"""

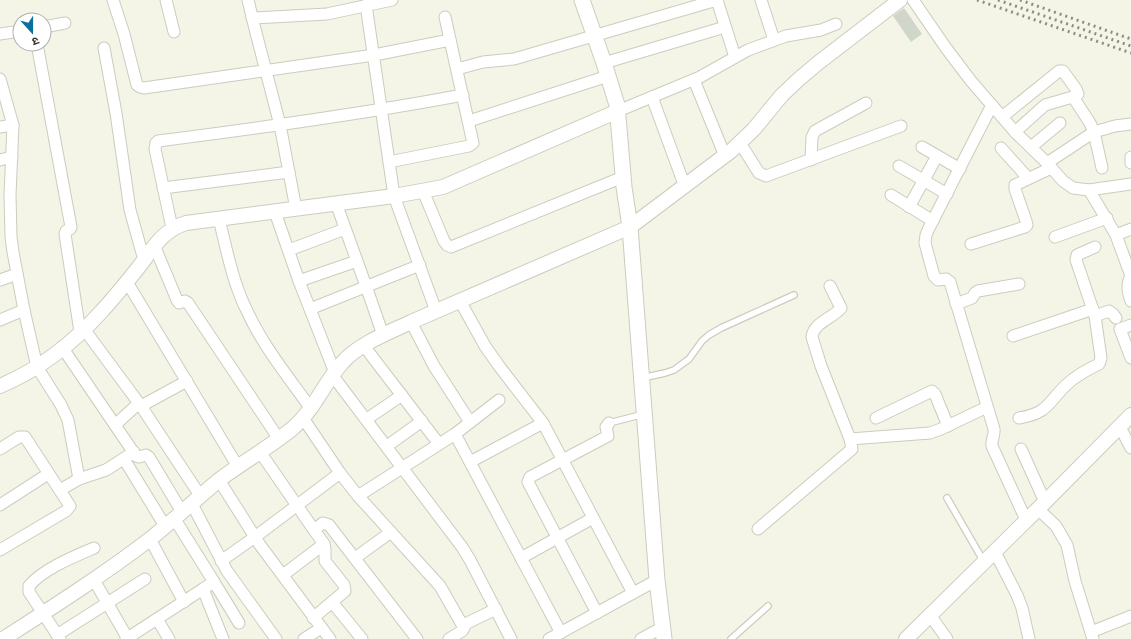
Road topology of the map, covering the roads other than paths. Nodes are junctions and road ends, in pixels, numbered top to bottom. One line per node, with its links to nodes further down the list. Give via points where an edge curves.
1 (113, 0): 29 (street, via 140,88)
2 (166, 0): 18 (street)
3 (248, 0): 12 (street)
4 (392, 0): 10 (street)
5 (581, 0): 20 (main road)
6 (717, 0): 16 (street); 20 (street)
7 (761, 0): 22 (street)
8 (900, 0): 49 (street, via 799,79)
9 (913, 0): 36 (street, via 960,67)
10 (366, 5): 12 (street, via 327,14); 25 (street)
11 (445, 17): 21 (street)
12 (252, 18): 29 (street)
13 (65, 23): 15 (street)
14 (836, 24): 22 (street, via 821,30 797,33)
15 (52, 25)
16 (725, 26): 26 (street); 28 (street)
17 (12, 32): 19 (street)
18 (174, 32)
19 (0, 34)
20 (595, 36): 27 (street, via 514,59 483,62); 28 (main road)
21 (450, 40): 25 (street); 27 (street)
22 (774, 40): 26 (street)
23 (104, 48): 98 (street, via 130,210)
24 (38, 52): 121 (street, via 71,227 65,234)
25 (374, 55): 29 (street); 37 (street)
26 (734, 57): 30 (street)
27 (457, 69): 32 (street)
28 (606, 69): 38 (main road); 40 (street)
29 (266, 72): 44 (street)
30 (694, 80): 33 (street); 53 (street)
31 (1, 85): 43 (street)
32 (463, 95): 37 (street); 40 (street)
33 (652, 97): 38 (street); 70 (street)
34 (1074, 97): 39 (street, via 1078,92 1061,70); 47 (street, via 1045,105); 48 (street)
35 (866, 103): 58 (street, via 815,131 812,137)
36 (992, 105): 39 (street); 64 (street)
37 (382, 110): 44 (street); 59 (street)
38 (618, 112): 66 (main road); 73 (street, via 456,182)
39 (1002, 117): 47 (street)
40 (469, 121): 59 (street, via 472,145)
41 (1060, 122): 51 (street)
42 (1131, 124): 48 (street)
43 (13, 125): 46 (street); 55 (street)
44 (280, 125): 65 (street); 71 (street, via 158,141 155,149)
45 (901, 126): 58 (street)
46 (0, 127)
47 (1015, 132): 51 (street)
48 (1094, 132): 62 (street); 63 (street)
49 (740, 143): 53 (street); 58 (street, via 762,176)
50 (922, 147): 54 (street)
51 (1031, 147): 62 (street)
52 (1001, 148): 67 (street)
53 (725, 156): 70 (street)
54 (937, 156): 64 (street); 68 (street)
55 (12, 157): 57 (street); 76 (street)
56 (1131, 157): 60 (street)
57 (0, 160)
58 (811, 160)
59 (389, 162): 77 (street)
60 (1131, 163)
61 (899, 166): 68 (street)
62 (1049, 166): 67 (street); 72 (street, via 1067,185)
63 (1102, 168)
64 (960, 169): 74 (street)
65 (289, 172): 71 (street); 80 (street)
66 (623, 177): 73 (street, via 451,247 444,241); 86 (main road)
67 (1028, 178): 93 (street, via 1014,187 1027,225)
68 (923, 181): 74 (street); 79 (street)
69 (1131, 184): 72 (street)
70 (685, 187): 86 (street)
71 (163, 188): 85 (street)
72 (1089, 190): 82 (street)
73 (423, 191): 77 (street)
74 (947, 194): 84 (street)
75 (891, 195): 79 (street)
76 (5, 196): 90 (street)
77 (394, 196): 78 (street); 100 (street)
78 (336, 203): 80 (street); 87 (street)
79 (909, 207): 84 (street)
80 (296, 209): 81 (street)
81 (275, 212): 83 (street); 96 (street)
82 (1107, 218): 89 (street); 91 (street)
83 (219, 219): 85 (street, via 186,223); 136 (street, via 232,272 248,315)
84 (933, 221): 112 (street, via 925,239 934,276 938,280 949,280)
85 (172, 228): 94 (street)
86 (630, 228): 110 (street); 129 (main road)
87 (345, 229): 96 (street); 99 (street)
88 (1131, 229): 89 (street)
89 (1116, 235): 97 (street)
90 (11, 237): 92 (street); 101 (street)
91 (1055, 237)
92 (0, 241)
93 (971, 244)
94 (154, 245): 98 (street); 150 (street, via 178,302 188,303)
95 (1095, 247): 116 (street, via 1077,255 1076,260)
96 (288, 250): 104 (street)
97 (1127, 254): 102 (street)
98 (144, 260): 105 (street)
99 (357, 261): 104 (street); 107 (street)
100 (420, 265): 107 (street); 115 (street)
101 (17, 274): 103 (street); 114 (street)
102 (1131, 276): 111 (street, via 1127,288)
103 (0, 280)
104 (299, 281): 113 (street)
105 (128, 282): 121 (street); 130 (street)
106 (1019, 284): 112 (street, via 978,291 969,300)
107 (366, 286): 113 (street); 122 (street)
108 (830, 286): 151 (street, via 841,308 816,327 812,337)
109 (794, 295): 129 (lane, via 709,335 689,359 674,370)
110 (460, 301): 115 (street); 144 (street, via 499,366)
111 (1131, 301)
112 (956, 304): 135 (street)
113 (310, 309): 128 (street)
114 (24, 310): 117 (street); 127 (street)
115 (436, 311): 118 (street)
116 (1094, 313): 119 (street, via 1109,312); 123 (street); 140 (street, via 1099,364 1066,385 1047,408)
117 (0, 320)
118 (412, 322): 122 (street); 143 (street, via 434,366)
119 (1118, 324): 120 (street); 126 (street)
120 (1131, 325)
121 (82, 331): 125 (street); 134 (street)
122 (383, 335): 124 (street)
123 (1013, 336)
124 (364, 346): 128 (street, via 348,356); 132 (street)
125 (62, 347): 127 (street); 146 (street)
126 (1131, 358)
127 (37, 367): 131 (street); 166 (street, via 61,404 68,420)
128 (334, 374): 136 (street); 141 (street)
129 (642, 378): 137 (main road)
130 (187, 381): 134 (street); 162 (street)
131 (0, 386)
132 (402, 395): 141 (street); 142 (street)
133 (498, 400): 143 (street)
134 (140, 404): 146 (street); 174 (street)
135 (987, 407): 147 (street); 176 (street, via 995,433 992,446)
136 (307, 413): 150 (street); 164 (street)
137 (644, 414): 145 (lane); 194 (main road)
138 (1131, 415): 148 (street)
139 (876, 418): 147 (street, via 932,391)
140 (1019, 418)
141 (367, 420): 153 (street)
142 (422, 422): 152 (street); 153 (street)
143 (470, 422): 149 (street)
144 (542, 423): 160 (street); 161 (street)
145 (610, 423): 160 (street, via 606,427 608,436)
146 (115, 425): 157 (street)
147 (948, 426): 151 (street, via 926,433)
148 (1120, 427): 154 (street); 173 (street)
149 (455, 434): 152 (street); 161 (street)
150 (279, 439): 158 (street)
151 (850, 439): 177 (street, via 850,451)
152 (439, 444): 163 (street)
153 (387, 446): 163 (street)
154 (1131, 448)
155 (0, 449): 165 (street, via 19,437 25,437)
156 (1021, 449): 173 (street)
157 (134, 452): 159 (street); 174 (street, via 139,457 149,457)
158 (260, 452): 162 (street); 172 (street)
159 (124, 459): 166 (street, via 106,470); 174 (street)
160 (562, 460): 175 (street); 181 (street, via 530,477 528,482)
161 (470, 462): 188 (street)
162 (238, 467): 167 (street)
163 (403, 468): 169 (street); 202 (street, via 462,547)
164 (340, 473): 169 (street); 172 (street)
165 (48, 474): 168 (street); 171 (street)
166 (79, 479): 168 (street)
167 (219, 480): 174 (street); 180 (street)
168 (60, 490): 185 (street, via 70,506 69,509)
169 (358, 496): 179 (street)
170 (947, 498): 190 (lane)
171 (0, 505)
172 (297, 506): 178 (street); 180 (street)
173 (1042, 506): 176 (street); 215 (street, via 1067,545 1075,582)
174 (183, 511): 182 (street); 189 (street); 195 (street)
175 (592, 518): 181 (street); 197 (street)
176 (1026, 520): 186 (street)
177 (758, 529)
178 (314, 530): 183 (street); 187 (street, via 323,523 327,524)
179 (391, 532): 187 (street); 210 (street, via 440,586)
180 (255, 537): 189 (street); 191 (street)
181 (557, 538): 188 (street); 204 (street)
182 (150, 539): 193 (street); 198 (street)
183 (324, 544): 191 (street); 199 (street, via 325,561 346,589)
184 (94, 548): 203 (street, via 53,568 29,586 29,592)
185 (0, 550)
186 (995, 552): 190 (street); 233 (street, via 1017,595)
187 (355, 558): 225 (street)
188 (521, 558): 212 (street)
189 (221, 561): 221 (street)
190 (984, 562): 205 (street)
191 (283, 575): 207 (street)
192 (145, 579): 200 (street)
193 (94, 580): 200 (street); 203 (street)
194 (657, 580): 197 (street); 213 (main road)
195 (214, 582): 196 (street); 209 (street)
196 (203, 589): 198 (street); 220 (street)
197 (633, 593): 204 (street)
198 (184, 602): 208 (street)
199 (332, 602): 207 (street); 224 (street)
200 (107, 603): 216 (street); 218 (street)
201 (768, 606): 230 (lane)
202 (496, 609): 210 (street); 227 (street)
203 (44, 613): 216 (street); 217 (street)
204 (597, 613): 212 (street)
205 (930, 615): 231 (street); 232 (street)
206 (1131, 616): 215 (street)
207 (313, 618): 211 (street)
208 (157, 619): 218 (street); 219 (street)
209 (239, 623)
210 (463, 625): 226 (street, via 462,631)
211 (321, 628): 222 (street); 223 (street)
212 (561, 633): 228 (street)
213 (664, 633): 229 (street)
214 (0, 634): 217 (street)
215 (1092, 636)
216 (59, 637)
217 (3, 639)
218 (127, 639)
219 (169, 639)
220 (223, 639)
221 (276, 639)
222 (304, 639)
223 (330, 639)
224 (362, 639)
225 (417, 639)
226 (449, 639)
227 (511, 639)
228 (549, 639)
229 (641, 639)
230 (731, 639)
231 (906, 639)
232 (947, 639)
233 (1029, 639)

"""

Go through the entries above and report every line in which the word "main" appears.

_REPLY TO THE TASK_.
5 (581, 0): 20 (main road)
20 (595, 36): 27 (street, via 514,59 483,62); 28 (main road)
28 (606, 69): 38 (main road); 40 (street)
38 (618, 112): 66 (main road); 73 (street, via 456,182)
66 (623, 177): 73 (street, via 451,247 444,241); 86 (main road)
86 (630, 228): 110 (street); 129 (main road)
129 (642, 378): 137 (main road)
137 (644, 414): 145 (lane); 194 (main road)
194 (657, 580): 197 (street); 213 (main road)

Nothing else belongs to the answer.